INTERMODAL TRAILER HITCH AND TRACTOR CONTROL DESIGN
At one point in the WABTEC Rrampcar development program, a manufacturer of Terminal spotting tractors demurred from quoting on a tractor for use with pull-up type stanchions because where they had tractors in this service they had experienced damage and warranty claims that they attributed to faulty operation of the hitches. Railmotive analyzed the problem and found that the manufacturer was basically correct, but that the problem could be solved by either programmed maintenance of the stanchions or a modification of their design along with refinement of the tractor controls.
The operation of these stanchions is outlined on the accompanying exhibit titled STANCHION OPERATION. Fig.1, which shows a railcar with a semi trailer, tied down and ready for transit while another is being loaded. The figure illustrates why a collapsible stanchion (often called a “hitch”) is necessary for sequential loading where the deck of the car must be kept clear except when trailers are actually in place and tied down. This method frequently called “Circus loading” doesn’t require specially reinforced liftable trailers nor high capacity lifting cranes, thus if properly employed, can produce time, capital and labor savings in loading/unloading where highway trailers are to be transported by rail.
The operation of the stanchion when loading (where the damage was happening) is shown in Figs 2, 3, & 4. Fig 2 shows the first step where a hook that is part of the tractor is dropped into a receiving opening in the Stanchion’s vertical Strut, which is lying flat on the Deck of the train.
` In Fig 3 the hook is shown engaging the vertical strut and, as a result of forward movement of the tractor, pulling it up off the deck by rotating it about a pin connection at the bottom of the vertical strut which acts as a hinge. Note that as the Stanchion is erected, a second, diagonal, strut initially folded like a jackknife, is straightening out and will, when the hitch is fully erect, become a simple link bracing the vertical strut in its erect position.
This fully erect position is shown in Fig. 4. Note that when the diagonal strut is pulled straight, all forward motion of the Vertical strut, hook, and Tractor is constrained and must stop.

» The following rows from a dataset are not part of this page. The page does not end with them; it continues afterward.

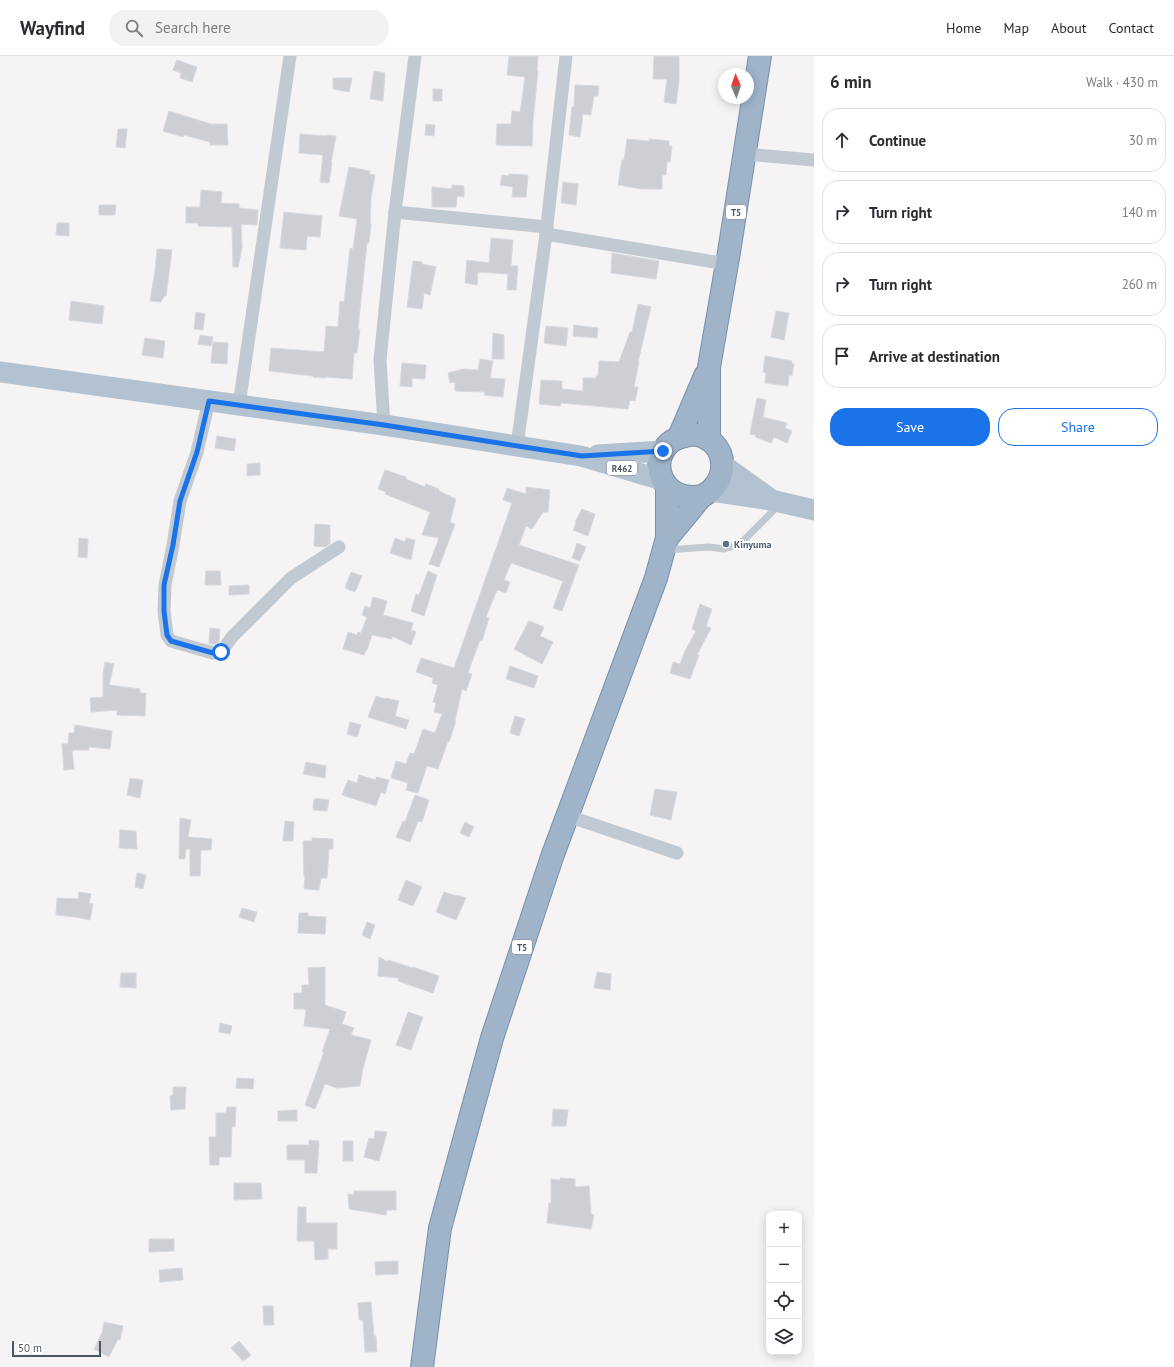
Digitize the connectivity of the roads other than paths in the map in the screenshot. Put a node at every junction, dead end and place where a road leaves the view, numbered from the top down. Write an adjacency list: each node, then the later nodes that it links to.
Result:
1 (290, 56): 13 (street)
2 (415, 56): 7 (street)
3 (566, 56): 8 (street)
4 (760, 56): 5 (highway, T5)
5 (745, 154): 6 (street); 9 (highway, T5)
6 (814, 160)
7 (395, 212): 8 (street); 14 (street)
8 (546, 230): 9 (street); 17 (street)
9 (727, 264): 10 (highway, T5)
10 (709, 368): 15 (highway, T5); 16 (highway, T5)
11 (0, 372): 12 (main road, R462)
12 (209, 401): 13 (main road, R462); 26 (street)
13 (239, 405): 14 (main road, R462)
14 (384, 425): 17 (main road, R462)
15 (679, 437): 16 (highway); 18 (highway)
16 (709, 440): 20 (highway)
17 (517, 446): 19 (main road, R462)
18 (663, 451): 19 (main road, R462); 21 (highway)
19 (582, 456): 21 (main road, R462)
20 (723, 465): 22 (highway); 23 (main road)
21 (665, 483): 22 (highway); 25 (highway, T5)
22 (707, 493): 23 (main road); 25 (highway, T5)
23 (776, 501): 24 (main road); 25 (lane)
24 (814, 510)
25 (665, 544): 27 (highway, T5)
26 (339, 547)
27 (568, 816): 28 (street); 29 (highway, T5)
28 (677, 853)
29 (422, 1367)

By design the unfolding of the diagonal must occur at or above a certain minimum speed in order to travel beyond a straight line under the influence of inertia and operate a spring catch which will lock the diagonal strut in its straight position, making a rigid connection for the trailer.

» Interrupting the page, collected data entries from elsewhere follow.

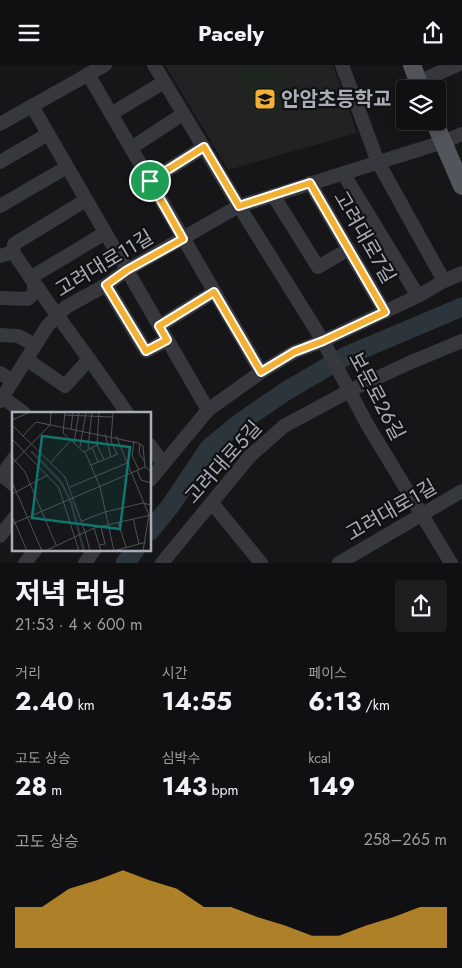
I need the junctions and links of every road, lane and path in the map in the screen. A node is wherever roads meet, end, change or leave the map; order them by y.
1 (104, 65) edge
2 (154, 65) edge
3 (342, 65) edge
4 (412, 65) edge
5 (457, 65) edge
6 (88, 74) junction
7 (417, 80) edge
8 (428, 80) edge
9 (164, 82) junction
10 (32, 106) junction
11 (110, 114) junction
12 (184, 114) junction
13 (0, 124) edge
14 (438, 130) edge
15 (48, 133) junction
16 (462, 134) edge
17 (443, 142) junction
18 (204, 147) junction
19 (131, 149) junction
20 (0, 162) edge
21 (378, 162) junction
22 (67, 167) junction
23 (343, 173) junction
24 (460, 178) edge
25 (150, 181) junction
26 (310, 183) junction
27 (273, 195) junction
28 (86, 200) junction
29 (0, 206) edge
30 (239, 206) junction
31 (105, 233) junction
32 (183, 239) junction
33 (348, 249) junction
34 (6, 254) edge
35 (127, 270) junction
36 (462, 273) edge
37 (32, 281) junction
38 (444, 281) junction
39 (106, 285) junction
40 (214, 292) junction
41 (418, 296) junction
42 (0, 298) edge
43 (385, 312) junction
44 (57, 316) junction
45 (159, 326) junction
46 (0, 335) edge
47 (167, 340) junction
48 (323, 341) junction
49 (462, 341) edge
50 (36, 345) junction
51 (26, 359) junction
52 (90, 359) junction
53 (261, 372) junction
54 (0, 373) edge
55 (12, 381) junction
56 (351, 390) junction
57 (1, 399) edge
58 (208, 410) junction
59 (22, 412) edge
60 (127, 412) edge
61 (151, 446) edge
62 (12, 461) edge
63 (163, 464) junction
64 (1, 475) edge
65 (151, 479) edge
66 (12, 483) edge
67 (462, 491) edge
68 (212, 503) junction
69 (422, 516) junction
70 (12, 521) edge
71 (0, 536) edge
72 (34, 551) edge
73 (94, 551) edge
74 (25, 563) edge
75 (85, 563) edge
76 (162, 563) edge
77 (261, 563) edge
78 (339, 563) edge
79 (451, 563) edge

1 - 6 street
2 - 9 street, 보문로26길
3 - 21 street
4 - 7 main road
5 - 8 street
6 - 10 street
6 - 11 street
9 - 11 street
9 - 12 street, 보문로26길
10 - 13 street
10 - 15 street
11 - 19 street
12 - 18 street, 보문로26길
12 - 19 street
14 - 17 main road
15 - 20 street
15 - 22 street
16 - 17 street, 고려대로11길
17 - 21 street, 고려대로11길
17 - 24 main road
18 - 25 street
18 - 30 street, 보문로26길
19 - 25 street
21 - 23 street, 고려대로11길
21 - 38 street
22 - 28 street
22 - 29 street
23 - 26 street, 고려대로11길
23 - 41 street, 고려대로7길
25 - 32 street
26 - 27 street, 고려대로11길
26 - 33 street, 고려대로7길
27 - 30 street, 고려대로11길
27 - 33 street
28 - 31 street
28 - 34 street
30 - 32 street, 고려대로11길
30 - 48 street, 보문로26길
31 - 35 street
31 - 37 street
32 - 35 street, 고려대로11길
32 - 40 street
33 - 43 street, 고려대로7길
34 - 37 street
35 - 39 street, 고려대로11길
35 - 45 street
36 - 38 street, 고려대로7길
37 - 42 street
37 - 44 street
38 - 41 street, 고려대로7길
39 - 44 street, 고려대로11길
39 - 47 street
40 - 45 street
40 - 53 street
41 - 43 street, 고려대로7길
43 - 48 street, 고려대로7길
44 - 50 street, 고려대로11길
44 - 52 street
45 - 47 street
46 - 50 street
47 - 58 street
48 - 53 street, 고려대로7길
48 - 56 street, 보문로26길
49 - 56 street, 고려대로5길
50 - 51 street, 고려대로11길
51 - 52 street
51 - 55 street, 고려대로11길
52 - 60 street
53 - 58 street, 고려대로7길
54 - 55 street
55 - 57 street, 고려대로11길
56 - 68 street, 고려대로5길
56 - 69 street, 보문로26길
57 - 59 street
58 - 63 street, 고려대로7길
61 - 63 street
62 - 64 street
63 - 65 street, 고려대로7길
64 - 66 street
67 - 69 street, 고려대로1길
68 - 76 street, 고려대로5길
68 - 77 street
69 - 78 street, 고려대로1길
69 - 79 street, 보문로26길
70 - 71 street
72 - 74 street
73 - 75 street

Unfortunately the speed necessary to bring this about rises with increasing friction, and requires drivers to “hit it harder” when latch-up fails, in order to assure the desired solid connection. This was the cause of the failures and a simple design was provided by Railmotive Systems which would drive the Diagonal strut to its locking position no mater how low the speed of the Tractor, eliminating the “need for speed” and permitting the use of speed governing on the tractor if desired. The system was patented and patents assigned to WABTEC.